LE POUVOIR ET L’ART DU CHAOS

Le destin des îles Comores depuis le 21 Avril 2016, se dessine compliqué. Un horizon plein de désespoir. Lorsqu’un pouvoir se prend de force et s’accole en grappin, le peuple devient sans doute victime. Les comoriens dans leur totalité sont au courant que le pouvoir est sanctionné à travers ses candidats, par les électeurs. Perte qui a été rattrapée par les mercenaires administratifs placés dans les instances chargées du déroulement des scrutins. Même si on parle des exécutants, mais les commanditaires ne manquent pas dans le panier.

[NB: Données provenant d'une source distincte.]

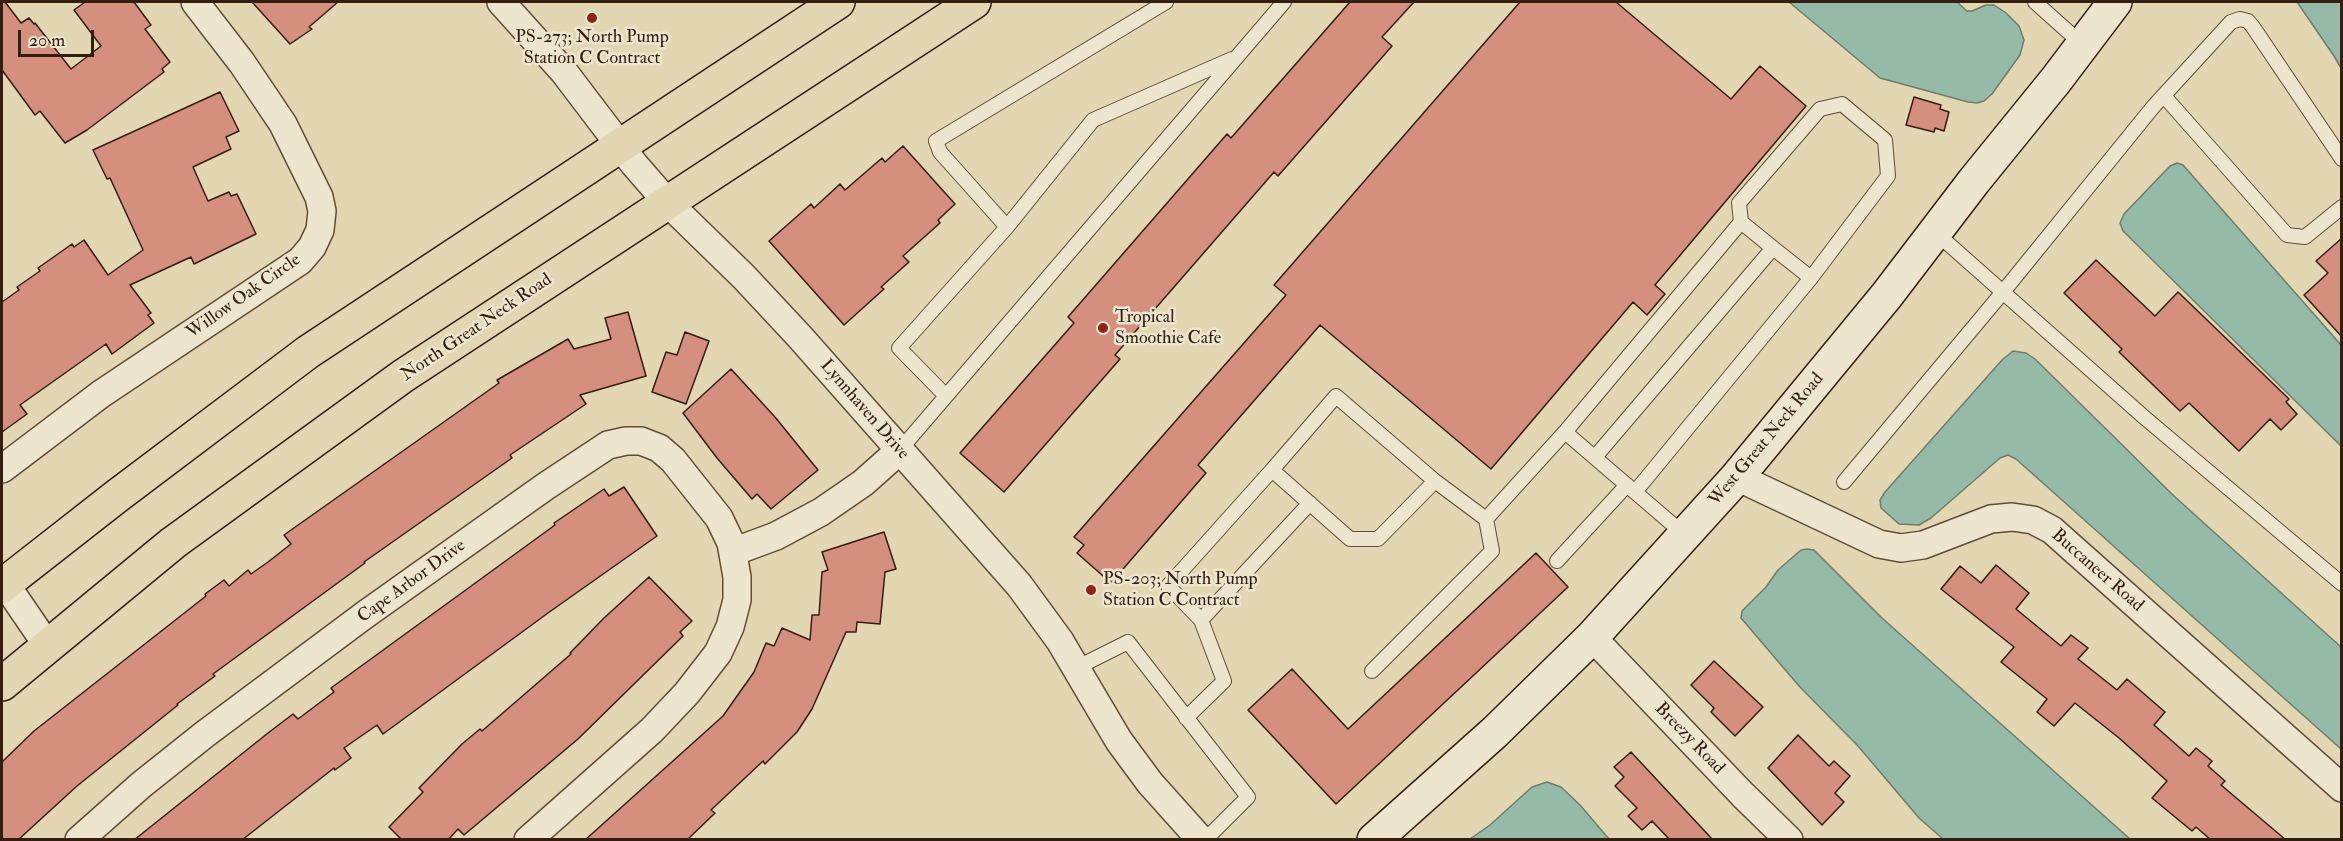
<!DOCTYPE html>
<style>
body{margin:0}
#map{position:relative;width:2343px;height:841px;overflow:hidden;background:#e3d7b3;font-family:"IM FELL Double Pica",serif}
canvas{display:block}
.frame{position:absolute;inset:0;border:3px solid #341e10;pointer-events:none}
.scale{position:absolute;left:18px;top:30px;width:76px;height:27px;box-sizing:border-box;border:3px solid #341e10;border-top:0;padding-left:8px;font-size:18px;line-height:21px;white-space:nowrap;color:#341e10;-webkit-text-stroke:4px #ede5ce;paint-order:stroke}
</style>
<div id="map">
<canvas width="2343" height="841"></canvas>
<div class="frame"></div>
<div class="scale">20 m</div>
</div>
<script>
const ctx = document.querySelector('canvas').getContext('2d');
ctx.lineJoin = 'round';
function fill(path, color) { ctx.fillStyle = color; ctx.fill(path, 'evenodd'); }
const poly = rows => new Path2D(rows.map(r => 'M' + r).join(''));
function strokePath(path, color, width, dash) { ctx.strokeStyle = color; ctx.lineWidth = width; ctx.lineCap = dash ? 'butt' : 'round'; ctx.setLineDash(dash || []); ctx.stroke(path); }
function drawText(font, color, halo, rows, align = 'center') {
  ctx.font = font + ' "IM FELL Double Pica",serif'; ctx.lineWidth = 5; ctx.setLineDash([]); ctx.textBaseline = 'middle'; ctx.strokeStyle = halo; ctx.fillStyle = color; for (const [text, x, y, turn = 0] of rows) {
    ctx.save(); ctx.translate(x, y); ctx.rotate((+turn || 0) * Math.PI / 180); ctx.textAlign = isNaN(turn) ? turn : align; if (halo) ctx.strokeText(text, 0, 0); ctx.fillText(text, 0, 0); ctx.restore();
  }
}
const water = poly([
 [1789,2,1957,2,1967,11,1972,11,1986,5,1994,5,2006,13,2019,26,2024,40,2020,55,1992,94,1984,101,1977,103,1968,102,1880,78,1789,2],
 [2297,2,2341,2,2341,68,2334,56,2297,2],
 [2177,163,2183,165,2341,345,2341,446,2123,231,2120,223,2124,214,2170,166,2177,163],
 [2013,351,2026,353,2035,359,2174,496,2341,647,2341,749,2016,459,2008,455,2000,458,1931,518,1919,525,1899,524,1881,508,1880,500,1885,492,2002,360,2013,351],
 [1807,549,1814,550,1882,618,2130,839,1943,839,1919,818,1858,746,1799,686,1741,618,1742,611,1766,587,1778,570,1801,550,1807,549],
 [1547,782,1561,787,1580,805,1609,839,1470,839,1490,825,1532,787,1547,782]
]);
fill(water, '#96baa8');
strokePath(water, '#6f7c6b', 1.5);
const building = poly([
 [2,2,5,2,21,23,29,18,34,24,35,23,71,69,101,46,74,10,85,2,134,2,151,25,145,29,170,62,162,69,164,72,87,130,65,143,40,111,35,115,2,70,2,2],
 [252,2,338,2,309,27,312,29,290,44,252,2],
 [1350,2,1414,2,1382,37,1392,46,1278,176,1274,172,1115,355,1120,359,1004,492,960,453,1074,323,1068,317,1227,134,1231,138,1350,2],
 [1520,2,1616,2,1731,99,1760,66,1806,106,1655,285,1665,294,1647,315,1633,302,1491,469,1320,325,1198,465,1206,473,1111,583,1077,553,1084,545,1074,537,1286,295,1274,285,1520,2],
 [220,92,239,131,226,137,231,149,193,167,208,201,229,192,231,196,237,194,256,234,194,264,191,257,130,285,151,313,148,315,154,323,112,354,106,344,20,405,27,414,2,432,2,302,19,290,17,287,40,271,38,268,72,244,74,247,84,240,108,275,143,250,110,178,107,179,93,150,220,92],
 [1914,97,1941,105,1940,109,1949,112,1944,131,1935,128,1934,132,1906,125,1914,97],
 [903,146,955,204,938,220,940,223,903,256,909,262,881,287,884,289,844,325,769,241,811,204,814,208,840,184,845,190,882,158,885,162,903,146],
 [2342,238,2342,337,2304,295,2328,273,2316,261,2342,238],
 [2096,260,2155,316,2178,292,2289,399,2286,402,2297,414,2281,430,2270,419,2239,451,2189,403,2180,411,2119,352,2122,349,2064,293,2096,260],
 [628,312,646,376,580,395,586,404,510,455,512,458,364,562,365,563,213,674,215,676,177,704,178,705,77,786,18,840,2,840,2,762,34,731,206,596,205,594,224,580,229,586,248,570,251,574,268,562,291,544,284,535,499,383,497,380,568,339,574,349,611,339,605,318,628,312],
 [685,332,709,341,686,404,652,392,666,352,677,355,685,332],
 [731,369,775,417,818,470,771,509,757,494,752,499,717,458,683,413,731,369],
 [624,487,657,536,548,613,383,734,377,725,344,748,351,758,335,770,334,768,242,840,134,840,268,733,293,714,298,719,334,692,331,688,555,525,554,523,604,489,609,496,624,487],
 [884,532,896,569,885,572,880,624,857,622,856,632,846,632,812,709,797,732,765,764,763,761,711,810,715,813,687,840,585,840,723,716,754,672,766,643,774,646,782,628,810,640,812,615,819,615,822,572,828,570,822,552,884,532],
 [1536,553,1568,587,1336,804,1248,710,1292,669,1348,729,1536,553],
 [1996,565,2029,593,2016,609,2061,646,2071,635,2088,648,2078,659,2117,690,2127,679,2165,712,2154,725,2189,756,2196,748,2212,761,2208,766,2225,781,2221,785,2286,840,2211,840,2196,827,2192,831,2152,798,2167,781,2119,738,2075,703,2054,726,2037,712,2047,699,2001,662,2014,647,1941,589,1960,566,1981,583,1996,565],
 [649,577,692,621,680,632,683,636,578,739,464,835,458,829,448,840,402,840,389,827,423,792,419,788,462,744,480,729,482,731,571,654,570,653,604,618,649,577],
 [1714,661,1763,707,1735,736,1711,712,1714,708,1691,685,1714,661],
 [1798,735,1829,766,1834,761,1850,776,1835,793,1844,802,1822,825,1768,768,1798,735],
 [1631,752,1713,840,1670,840,1652,821,1642,830,1628,816,1637,808,1615,786,1624,777,1614,767,1631,752]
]);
fill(building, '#d48f7e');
strokePath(building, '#341e10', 1.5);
const lane = poly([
 [2035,2,2083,45],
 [2164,96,2287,235,2305,237,2342,207],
 [1741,222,1739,203,1820,109,1842,104,1885,140,1888,176,1811,278],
 [1007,227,1093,120,1232,59],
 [1935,232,2145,418,2342,584],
 [946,396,899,348,1007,227,940,152,936,141,1166,2],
 [1565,432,1741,222,1773,248],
 [899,451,1284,2],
 [1595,457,1773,248,1811,278,1635,492],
 [1272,470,1336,396,1435,481,1486,519,1565,432,1685,535],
 [1844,482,2003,292,2153,107,2231,22,2240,19,2248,21,2253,27,2342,159],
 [1557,561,1627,485],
 [1201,620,1310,503],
 [1076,668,1128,642,1248,797,1205,840],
 [1372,671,1492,551,1486,519],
 [1186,718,1224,681,1201,620,1168,586,1272,470,1350,539,1378,539,1435,481]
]);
const street = poly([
 [501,2,564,72,634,164,667,202,744,277,800,337,1019,585,1060,641,1119,741,1150,783,1201,840],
 [2,469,101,394,300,261,312,247,320,230,322,211,319,197,283,124,242,63,195,2],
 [1737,477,1879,544,1901,548,1923,545,1991,519,2012,517,2033,520,2052,530,2342,788],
 [733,552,776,536,821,512,863,483,899,451],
 [2,579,47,645],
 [1592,637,1743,795,1789,840],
 [79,840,141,785,205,734,366,614,546,486,608,445,626,441,641,441,659,448,673,460,719,518,731,543,737,577,737,600,730,627,718,653,687,693,652,730,528,840]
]);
const secondary = poly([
 [1374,840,1495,732,1592,637,1737,477,1887,295,1974,181,2056,80,2115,2]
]);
const primary = poly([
 [2,586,117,496,308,352,838,2],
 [2,684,173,543,403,376,974,2]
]);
strokePath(lane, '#604c39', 16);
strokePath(street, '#604c39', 30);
strokePath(secondary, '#341e10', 36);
strokePath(primary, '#341e10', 36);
strokePath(lane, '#ede5ce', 14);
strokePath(street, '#ede5ce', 27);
strokePath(secondary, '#ede5ce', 33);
strokePath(primary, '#e3d7b3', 33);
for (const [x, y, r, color] of [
 [592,18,6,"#8f2418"],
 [1103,328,6,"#8f2418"],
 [1091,590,6,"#8f2418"]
]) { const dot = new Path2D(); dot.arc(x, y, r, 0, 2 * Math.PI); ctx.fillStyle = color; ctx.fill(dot); strokePath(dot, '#ede5ce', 2); }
drawText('18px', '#341e10', '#ede5ce', [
 ["PS-273; North Pump",592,38,"center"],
 ["Station C Contract",592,59,"center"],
 ["Tropical",1115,318],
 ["Smoothie Cafe",1115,339],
 ["PS-203; North Pump",1103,580],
 ["Station C Contract",1103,601]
], 'left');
drawText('18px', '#341e10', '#ede5ce', [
 ["Willow Oak Circle",244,297,-35],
 ["North Great Neck Road",477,328,-34],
 ["Lynnhaven Drive",864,410,49],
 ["West Great Neck Road",1767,440,-50],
 ["Buccaneer Road",2097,571,41],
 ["Cape Arbor Drive",412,582,-36],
 ["Breezy Road",1689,739,46]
]);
</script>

Etre vice-président d’un candidat du pouvoir c’est bien calculé. Quand on souffre d'impopularité, et qu’on aime à tout prix le pouvoir, il faut se pencher là où le vol et les viols des valeurs les plus élémentaires de l’homme, sont de mise. Donc plus grands secours. Partisans du chaos dans un Etat froid, Houmed Msaidié, Mohamed Ali Mamadou et Mouigni Baraka Said Soilih mettent leur plan en marche. De loin, mais aussi direct, Mahmoud Fakridine et Bolero seraient aussi des incontournables. Une devise unique de tous ces hommes… le branle-bas du pays.

Même les partisans du pouvoir sont convaincus que Mohamed Ali Mamadou ne serait pas qualifié pour le deuxième tour. Mais heureusement pour eux et malheureusement pour le pays, Mr Mbaé Toimimou a manipulé l’opinion, commençant par Abdallah Agoi pour annoncer des faux sondages pour une éventuelle dissimulation des empruntes. S‘ajoutant de l’informaticien de la CENI, Mr Soilihi Abdallah, originaire de Mitsamiouli, qui ne se lassait pas dans son œuvre d’artifice. Des données auraient été truquées en faveur des candidats du pouvoir par leur manipulateur, autrement dit, informaticien de la CENI. Dans cette liste, on peut rajouter Ali Mohamed, le secrétaire de la CENI, qui a renversé la tendance pour Mouigni baraka. Donc une commission prise en otage par une poignée monocolore ; le pouvoir.

Des irrégularités à caractère de comptages frauduleux… commençant par les bureaux de Moroni Coulée dont les voix étaient en pourcentage écrasant pour Fahmi. Sinon, lorsque Mohamed Ali Mamadou a appelé Mouigni Baraka pour lui féliciter de sa qualification pour le deuxième tour, les consciences devraient se réveiller. Comment peut-on féliciter quelqu’un avant les résultats, si on ne dispose pas en secret les données ? Donc la fraude a été tissée depuis longtemps.